Yo, yo, it's time to go!
Love,
Seattle
I'm sorry that you're intimidated, but that's on you to change. I'm sorry that the scene isn't creative enough, but if you see that's something's missing, the onus to create it is, again, on you.
If you can't accept what's going on in the scene, have the strength to change it, or just give up and off yourself or something. Both options are more proactive than your rant, I'm sure you'll concede.
What makes you think I'd invest anything towards improving this crap? Why would you be so lame as to put it "on me"? I'm all for encouraging people to RISE ABOVE it and make better lifestyle choices.
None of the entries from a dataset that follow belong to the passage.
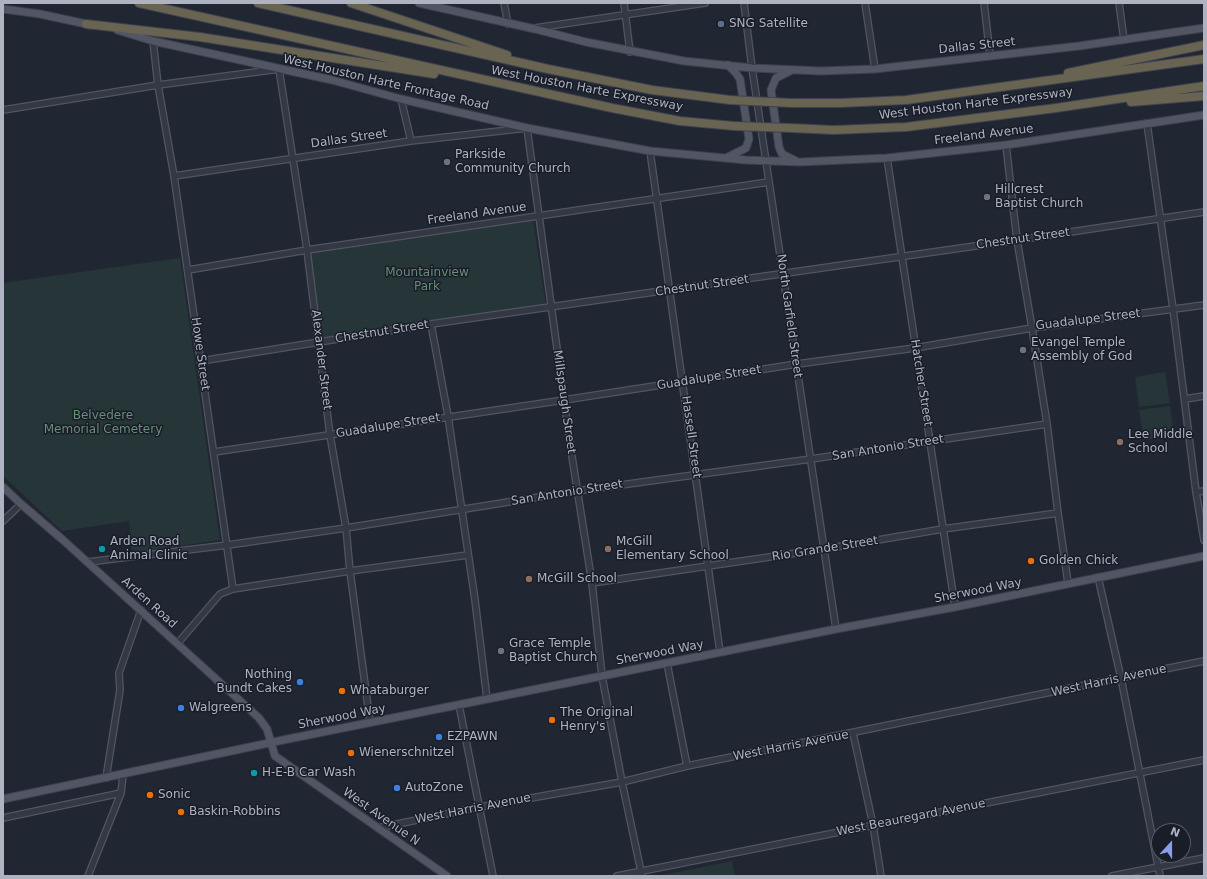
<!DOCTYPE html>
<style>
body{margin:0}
#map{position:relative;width:1207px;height:879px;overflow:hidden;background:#212633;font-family:"DejaVu Sans",sans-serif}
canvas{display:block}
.frame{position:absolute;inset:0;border:4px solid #aeb2c1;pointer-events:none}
.north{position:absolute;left:1151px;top:823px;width:40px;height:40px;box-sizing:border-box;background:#191d28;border:1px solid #555965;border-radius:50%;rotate:21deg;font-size:11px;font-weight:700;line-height:16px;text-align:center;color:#aeb2c1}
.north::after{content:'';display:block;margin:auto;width:14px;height:18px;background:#879eec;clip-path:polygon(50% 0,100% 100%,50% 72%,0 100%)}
</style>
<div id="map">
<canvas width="1207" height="879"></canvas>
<div class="frame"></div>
<div class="north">N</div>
</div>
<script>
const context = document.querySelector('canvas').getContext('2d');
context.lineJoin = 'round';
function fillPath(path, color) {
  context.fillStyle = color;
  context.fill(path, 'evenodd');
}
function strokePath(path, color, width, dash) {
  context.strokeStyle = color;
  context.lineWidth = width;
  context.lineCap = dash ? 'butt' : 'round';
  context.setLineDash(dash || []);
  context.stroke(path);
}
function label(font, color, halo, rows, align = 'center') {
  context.font = font + ' "DejaVu Sans",sans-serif';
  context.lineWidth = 3;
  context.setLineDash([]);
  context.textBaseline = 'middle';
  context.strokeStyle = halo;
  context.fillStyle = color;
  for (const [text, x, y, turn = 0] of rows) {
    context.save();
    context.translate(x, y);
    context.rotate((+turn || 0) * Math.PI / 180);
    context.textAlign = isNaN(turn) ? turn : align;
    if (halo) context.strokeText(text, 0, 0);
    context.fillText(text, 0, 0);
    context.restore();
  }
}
fillPath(new Path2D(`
 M533 220 546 306 322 339 309 253Z
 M180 258 220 540 132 553 129 521 62 531 3 476V283Z
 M1165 372 1170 403 1139 407 1135 377Z
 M1170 406 1174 436 1144 440 1139 410Z
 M732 861 735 876H658Z`), '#263538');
const minor = new Path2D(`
 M504 3 508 24
 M624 3 630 52
 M744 3 752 68 836 629
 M865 3 875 69
 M984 3 990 55
 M1119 3 1124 40
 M535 28 705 3
 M153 41 158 85 174 176 233 589 220 594 178 643
 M401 99 411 141
 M3 110 158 85 279 69 307 250 330 435 346 528 350 571 370 722
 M1147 123 1173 309 1196 492 1204 540
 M1006 145 1017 240 1032 328 1047 424 1058 513 1068 583
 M650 151 720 652
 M887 158 955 607
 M174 176 411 141 527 128 570 444 592 583 602 676 622 782 642 876
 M188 270 307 250 769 182
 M431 324 448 416 475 600 487 699
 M201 361 431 324 1017 240 1204 212
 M1185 399 1204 396
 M214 452 564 400 797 364 915 348 1032 328 1204 305
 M1196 492 1204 491
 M3 521 21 504
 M88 562 228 545 346 528 577 491 811 459 1047 424
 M1098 577 1121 678 1160 876
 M592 583 824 549 943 529 1058 513
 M233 589 350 571 468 555
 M667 663 687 766
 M459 705 493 876
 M853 733 873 825 881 876
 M106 778 120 690 119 673 141 610
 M3 818 121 793
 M378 828 480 807 622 782 687 766 1204 661
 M88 876 121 793 123 775
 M617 876 1204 760
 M1112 876 1204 858`);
const major = new Path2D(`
 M419 3 535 29 586 42 684 61 752 68 821 71 875 69 1079 46 1204 28
 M3 9 40 14 91 25
 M117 30 153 41 332 80 401 99 527 128 650 151 746 160 800 162 887 158 1006 145 1204 115
 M728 65 735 72 740 79 749 139 746 148 728 157
 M792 70 776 78 771 90 779 147 782 154 796 161
 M3 487 21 504 63 540 259 718 267 729 275 756 447 876
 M3 799 288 739 836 629 955 607 1204 556`);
const highway = new Path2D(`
 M139 3 612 108 680 121 734 126
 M258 3 548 69 652 90 730 100
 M351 3 507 55
 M86 24 200 37 434 74
 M1068 73 1204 45
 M1131 102 1204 96
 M792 103H841L906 100 1204 59
 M791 128 834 130 906 127 1056 108 1204 86`);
strokePath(minor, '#515562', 8);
strokePath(major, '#3d414d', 9);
strokePath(highway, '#3e424e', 10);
strokePath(minor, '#343844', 5.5);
strokePath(major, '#525664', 7);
strokePath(highway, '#696351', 8);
const highwayBridge = new Path2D(`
 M730 100 792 103
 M734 126 791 128`);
strokePath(highwayBridge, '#3e424e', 10, []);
strokePath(highwayBridge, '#696351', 8);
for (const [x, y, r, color] of [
 [721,24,4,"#5c6f8a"],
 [447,162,4,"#6b7280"],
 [987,197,4,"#6b7280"],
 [1023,350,4,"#6b7280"],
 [1120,442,4,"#8d6e63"],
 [102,549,4,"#0f9aa8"],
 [608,549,4,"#8d6e63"],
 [1031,561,4,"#e8710a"],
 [529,579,4,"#8d6e63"],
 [501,651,4,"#6b7280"],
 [300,682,4,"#3f7fe0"],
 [342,691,4,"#e8710a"],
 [181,708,4,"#3f7fe0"],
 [552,720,4,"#e8710a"],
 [439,737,4,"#3f7fe0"],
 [351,753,4,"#e8710a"],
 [254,773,4,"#0f9aa8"],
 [397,788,4,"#3f7fe0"],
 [150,795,4,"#e8710a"],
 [181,812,4,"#e8710a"]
]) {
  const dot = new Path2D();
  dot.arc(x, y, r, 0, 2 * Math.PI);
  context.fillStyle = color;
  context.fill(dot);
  strokePath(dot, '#191d28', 1.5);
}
label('12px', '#aeb2c1', '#191d28', [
 ["SNG Satellite",729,24],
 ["Parkside",455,155],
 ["Community Church",455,169],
 ["Hillcrest",995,190],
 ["Baptist Church",995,204],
 ["Evangel Temple",1031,343],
 ["Assembly of God",1031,357],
 ["Lee Middle",1128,435],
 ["School",1128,449],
 ["Arden Road",110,542],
 ["Animal Clinic",110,556],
 ["McGill",616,542],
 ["Elementary School",616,556],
 ["Golden Chick",1039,561],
 ["McGill School",537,579],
 ["Grace Temple",509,644],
 ["Baptist Church",509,658],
 ["Nothing",292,675,"right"],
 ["Bundt Cakes",292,689,"right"],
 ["Whataburger",350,691],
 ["Walgreens",189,708],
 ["The Original",560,713],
 ["Henry's",560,727],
 ["EZPAWN",447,737],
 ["Wienerschnitzel",359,753],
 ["H-E-B Car Wash",262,773],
 ["AutoZone",405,788],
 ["Sonic",158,795],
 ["Baskin-Robbins",189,812]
], 'left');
label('12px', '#aeb2c1', '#191d28', [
 ["Dallas Street",977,46,-6],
 ["West Houston Harte Frontage Road",386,83,13],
 ["West Houston Harte Expressway",587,89,11],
 ["West Houston Harte Expressway",976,104,-7],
 ["Freeland Avenue",984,135,-7],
 ["Dallas Street",349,139,-8],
 ["Freeland Avenue",477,214,-8],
 ["Chestnut Street",1023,239,-8],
 ["Chestnut Street",702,286,-8],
 ["North Garfield Street",789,316,82],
 ["Guadalupe Street",1088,320,-7],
 ["Chestnut Street",382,332,-9],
 ["Howe Street",200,354,82],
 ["Alexander Street",321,360,83],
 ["Guadalupe Street",709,378,-9],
 ["Hatcher Street",921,383,81],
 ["Millspaugh Street",564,402,82],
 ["Guadalupe Street",388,426,-9],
 ["Hassell Street",691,437,82],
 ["San Antonio Street",888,448,-9],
 ["San Antonio Street",567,493,-9],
 ["Rio Grande Street",825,549,-9],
 ["Sherwood Way",978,591,-11],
 ["Arden Road",149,603,42],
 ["Sherwood Way",660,653,-11],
 ["West Harris Avenue",1109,681,-12],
 ["Sherwood Way",342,717,-11],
 ["West Harris Avenue",791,746,-11],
 ["West Harris Avenue",473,809,-11],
 ["West Avenue N",381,817,35],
 ["West Beauregard Avenue",911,818,-11]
]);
label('12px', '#688e77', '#191d28', [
 ["Mountainview",427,273],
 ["Park",427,287],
 ["Belvedere",103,416],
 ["Memorial Cemetery",103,430]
]);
</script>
The most proactive thing we could do as a society would be to fight back against this plague or virus and get rid of it for the sake of our culture up here. We can do better.
As for me offing myself, don't make me laugh. That's more hateful than anything I said in my "rant". If you're feeling that negative and vitriolic against me personally, then it's you that needs to check yourself. It makes me sick to watch parts of Seattle turning into south central L.A. I want regular people to be able to go out and enjoy this city without being scared of car jackings and drive bys. With the economy the way it's going, things are only getting worse and we all need to be aware, be honest and speak up!!!
i'll simply take great pleasure in knowing that you & others like you will go the way of the dodo in a couple decades. your kids, if you have any, most likely will not be as fucking stupid as you.
since this shit ain't stopping any time soon- rap, sidewise hats, or crime, which seems to be the actual issue- i hope you live the rest of your sorry life in fear. enjoy that. you were never built to live in an actual city.
Its easy to see right away that you have absolutely no authority with regards to music of any kind, hiphop aside. You are about as urban as a prairie dog and I think you should seriously reconsider the worth of your own life by jumping headfirst into a graffiti covered train.
You inspire me to read books.
I look forward to hearing more and more!!
Yirim "Family Man" Seck is FRESH!!!!